Correct data and smpl_and_bbox

This and this show how to access low-level information of the meshes, how it is possible to correct the 3DBbox and pose incorrect information.

Zebra data generation and Animation Sequences

This is the code that we used to generate the data for the Zebra paper. Unfortunately, we cannot share the USDs of the environments, whith the exception of the Savanna one, due to licensing limitations. You can however explore how to access low level animation sequences link and how we managed to generate our data for the Synthetic Data-based Detection of Zebras in Drone Imagery paper. Run it with ./python.sh GRADE-RR/simulator/zebra_datagen.py --/renderer/enabled='rtx,iray' --config='configs/config_zebra_datagen.yaml' --headless=False --fix_env=Savana

Replay experiment

This is a very useful piece of code. You can use this to replay any previously recorded experiment, modify the robot (or the scene conditions) and record new data. You can replay the experiment in two modalities, namely using teleport or by physically interpolating the trajectory. Note that the latter is subject to some drift due to the interpolation of the data itself.

Please run

./python.sh GRADE-RR/simulator/replay_experiment.py --experiment_folder FOLDER

to do so.

In our code we show how to create a new stereo camera, save previously unsaved data, save motion-vector, and create a LiDAR sensor.

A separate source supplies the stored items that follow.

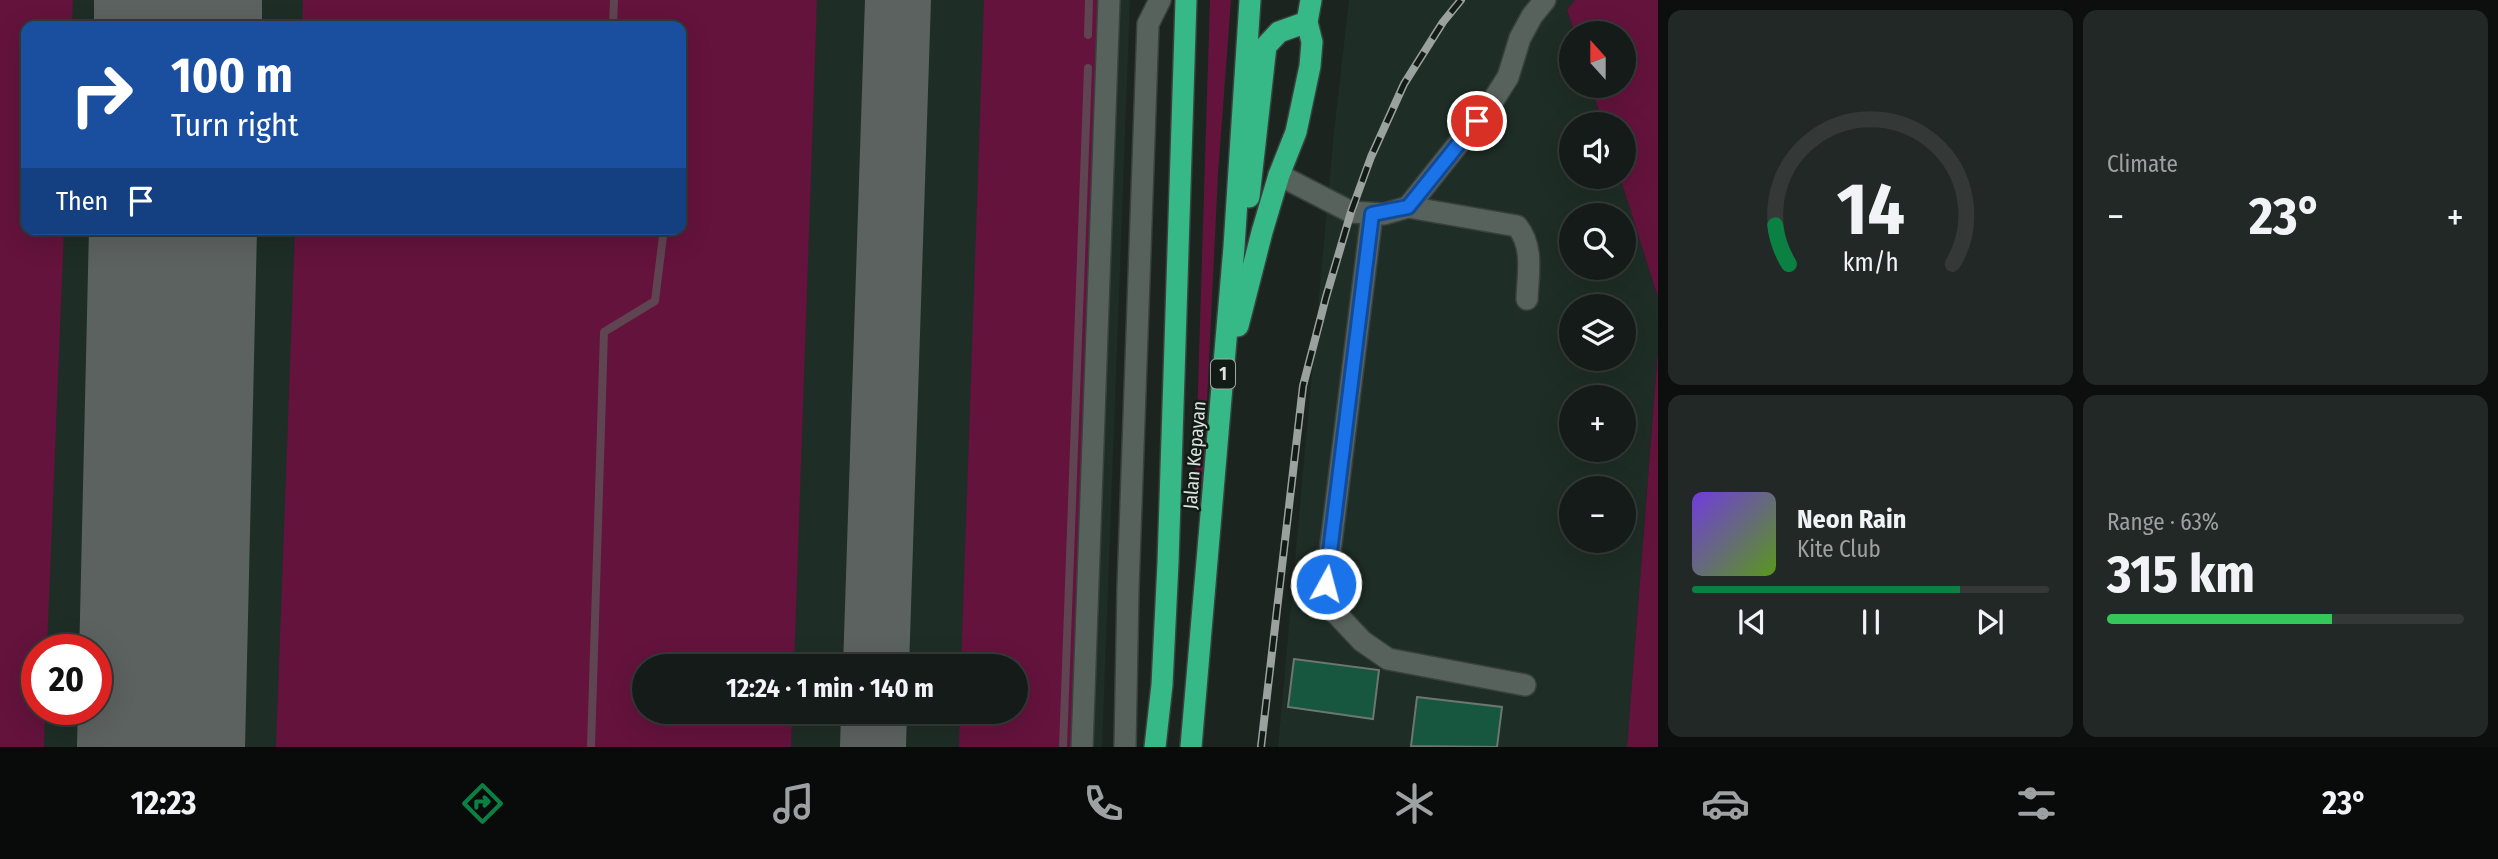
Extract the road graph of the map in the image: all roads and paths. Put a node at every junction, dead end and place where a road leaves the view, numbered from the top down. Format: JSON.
{"nodes":[{"id":1,"x":1109,"y":0,"type":"edge"},
{"id":2,"x":1160,"y":0,"type":"edge"},
{"id":3,"x":1186,"y":0,"type":"edge"},
{"id":4,"x":1250,"y":0,"type":"edge"},
{"id":5,"x":1311,"y":0,"type":"edge"},
{"id":6,"x":1545,"y":0,"type":"edge"},
{"id":7,"x":1307,"y":22,"type":"junction"},
{"id":8,"x":1279,"y":175,"type":"junction"},
{"id":9,"x":1408,"y":207,"type":"junction"},
{"id":10,"x":1372,"y":214,"type":"junction"},
{"id":11,"x":1234,"y":247,"type":"junction"},
{"id":12,"x":1527,"y":299,"type":"dead end"},
{"id":13,"x":1222,"y":393,"type":"junction"},
{"id":14,"x":1525,"y":685,"type":"dead end"},
{"id":15,"x":1082,"y":747,"type":"edge"},
{"id":16,"x":1125,"y":747,"type":"edge"},
{"id":17,"x":1155,"y":747,"type":"edge"},
{"id":18,"x":1191,"y":747,"type":"edge"}],
"edges":[{"from":1,"to":15,"type":"street"},
{"from":2,"to":16,"type":"street"},
{"from":3,"to":17,"type":"highway","name":"Jalan Kepayan"},
{"from":4,"to":11,"type":"highway","name":"Jalan Kepayan","number":"1"},
{"from":5,"to":7,"type":"highway"},
{"from":6,"to":9,"type":"street"},
{"from":7,"to":8,"type":"highway"},
{"from":7,"to":11,"type":"highway"},
{"from":8,"to":10,"type":"street"},
{"from":8,"to":13,"type":"highway"},
{"from":9,"to":10,"type":"street"},
{"from":9,"to":12,"type":"street"},
{"from":10,"to":14,"type":"street"},
{"from":11,"to":13,"type":"highway","name":"Jalan Kepayan","number":"1"},
{"from":13,"to":18,"type":"highway","name":"Jalan Kepayan","number":"1"}]}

You need some information to be able to repeat an experiment. Namely, the joint positions. We load those from the rosbags, although you can access them from the GT pose arrays.

Paper autonomous indoor exploration (humans, objects, SIL, active SLAM etc)

Multi robot management

Known issues

1. ros clock might have some delay in publishing. This implies that you need to sleep the simulation every time that component gets triggered. Other component behave consistently based on our tests. Alternatively, you can post-process the data as shown in here
2. BBOX3D are wrong for moving objects. The script here show a way to solve this.
3. Pose information is wrong for some moving objects. The code here will solve this.
4. Collisions for dynamic objects are not computed most of the times due to PhysX limitations. This is addressed by the new LiDAR-RTX of the new Isaac Sim version. However, its management is not intuitive.
5. The rendering is not blocking. Multiple calls (especially for path tracing) are necessary. Thus, this usually disrupt the motion-vector data. A possible workaround is to do two rendering steps and save the motion-vector data, and then finish rendering to save the rgb information. See here an example on how to do that. Note that a rendering call is done just after the clocking.
6. In the v2022 it is not possible to set indipendent vfov of the cameras. It will take the hfov and use the AR to have a "correct" vfov.
7. In the v2022 the internal PD control for the joints will NOT work using position setpoints. Also, the maximum velocity set is not considered.
8. In the v2022 the timeline gets updated automatically even if you do not want it. You need to keep track of the ctime and constantly re-update it to correctly generate the data you want.